▶ AIM OF THE EXERCISE
From the material below, list every line containing "junction".

▶ TASK INPUT
>>>>>

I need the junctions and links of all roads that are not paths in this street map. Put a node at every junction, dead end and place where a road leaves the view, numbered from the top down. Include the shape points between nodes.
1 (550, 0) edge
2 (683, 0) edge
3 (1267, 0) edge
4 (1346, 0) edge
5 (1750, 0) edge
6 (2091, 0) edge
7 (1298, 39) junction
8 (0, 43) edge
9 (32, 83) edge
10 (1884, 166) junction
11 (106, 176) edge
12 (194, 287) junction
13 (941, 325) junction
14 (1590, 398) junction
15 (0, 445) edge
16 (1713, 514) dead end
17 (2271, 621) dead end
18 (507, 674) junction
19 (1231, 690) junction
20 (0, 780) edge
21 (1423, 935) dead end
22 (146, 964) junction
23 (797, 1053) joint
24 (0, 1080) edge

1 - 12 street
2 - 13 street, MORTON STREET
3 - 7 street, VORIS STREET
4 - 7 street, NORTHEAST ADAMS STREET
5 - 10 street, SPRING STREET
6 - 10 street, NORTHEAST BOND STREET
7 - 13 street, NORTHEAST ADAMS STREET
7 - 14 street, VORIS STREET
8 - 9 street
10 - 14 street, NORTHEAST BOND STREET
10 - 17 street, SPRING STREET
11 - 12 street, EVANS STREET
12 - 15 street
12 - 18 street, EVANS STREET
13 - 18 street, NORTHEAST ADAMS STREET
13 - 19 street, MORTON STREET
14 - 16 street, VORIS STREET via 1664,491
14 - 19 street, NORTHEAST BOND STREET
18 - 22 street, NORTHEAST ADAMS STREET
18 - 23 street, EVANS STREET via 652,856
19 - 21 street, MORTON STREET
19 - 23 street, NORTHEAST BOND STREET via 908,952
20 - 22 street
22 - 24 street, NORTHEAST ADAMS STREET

<<<<<

▶ SOLUTION BELOW
I need the junctions and links of all roads that are not paths in this street map. Put a node at every junction, dead end and place where a road leaves the view, numbered from the top down. Include the shape points between nodes.
7 (1298, 39) junction
10 (1884, 166) junction
12 (194, 287) junction
13 (941, 325) junction
14 (1590, 398) junction
18 (507, 674) junction
19 (1231, 690) junction
22 (146, 964) junction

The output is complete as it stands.